I disagree, but I'll leave it at that.
I don't think spelling reform in English would be conceivable right now, because there are too many different countries, but the British could have done it, in the 18th-19th centuries.
> Esperanto would be an obviously brilliant idea if more people had adopted it.
Is that true ? I don't know anything about Esperanto, but is it obviously and objectively better than Quenya or Klingon ?
Klingon was deliberately devised to be as unlike human languages as possible while still being a language that could in principle be learned and pronounced by human actors. Its grammar is very weird - for instance the object-verb-subject word order, and the polypersonal verb agreement are things that very few natural languages do. Esperanto by contrast was deliberately devised to be easy to learn by as many people as possible (not fully successfully - it still has some unnecessary features that are complications that make it harder, like the accusative case, or its wide range of phonemes that many languages do not have, but it was a decent first attempt).

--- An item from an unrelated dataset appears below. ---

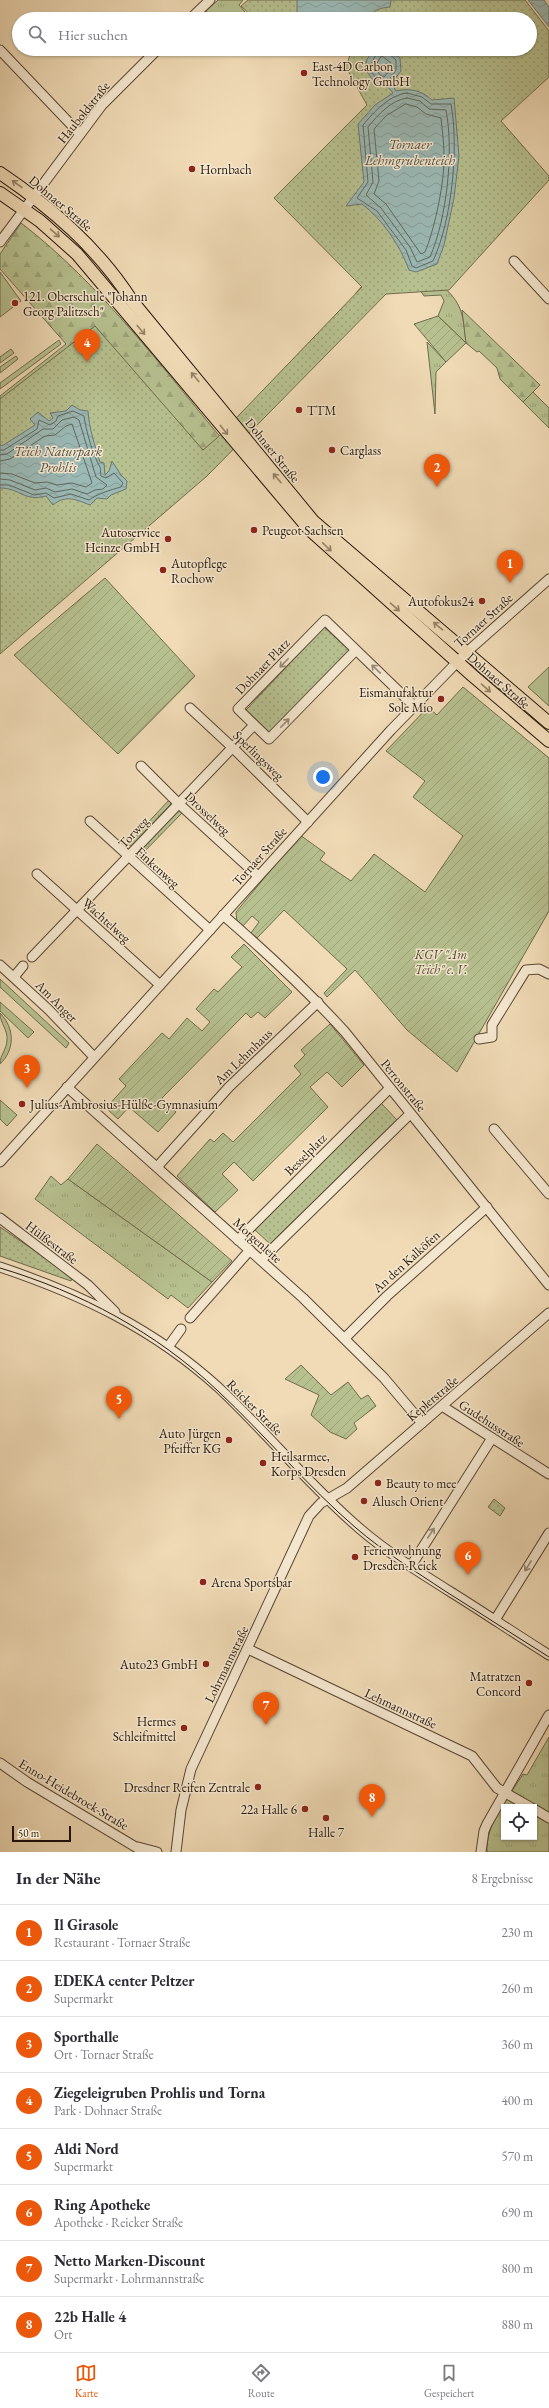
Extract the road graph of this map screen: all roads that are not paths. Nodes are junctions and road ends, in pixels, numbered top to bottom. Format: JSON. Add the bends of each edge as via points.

Klingon wasn't "unlike human languages", but rather "unlike common human languages". A lot of the grammar is based on Native American languages, which are mostly dead or dying.
Okay, fair enough; I guess “as unlike your own language as possible, for as large a number of people as possible, while still being useable as a language”. Though even then, if I remember rightly, the phonology really is like nothing on earth, with its asymmetry between unvoiced alveolar ’t’ and voiced retroflex ‘d’ and other features.
As opposed to Esperanto, whose phonology is just based on the particular dialect of Polish that Zamenhof spoke. I guess they're two ends of a spectrum.
I'd say yes, considering that there are millions of people who learned Esperanto voluntarily, despite the obvious lack of opportunities to use it.
Meanwhile, the popularity of Klingon is clearly based on popularity of Star Trek (as opposed to the linguistic qualities of the language itself), but despite the size of the sci-fi fandom and their famous willingness to study obscure things, I doubt that even the most hardcore fans are actually *using* Klingon to talk to each other (especially about topics unrelated to Star Trek).
So it seems that when people spend comparable effort to learn Esperanto and Klingon, they succeed at the former but fail at the latter. Which suggests that the former is an order of magnitude easier to learn. (This fact is completely obvious to anyone who actually learned Esperanto, but of course I am writing this argument for the ones who did not.)
You can learn basic Esperanto in one (hardcore) week. One year of normal education at school would give you a level comparable to people who use English as a second language on internet.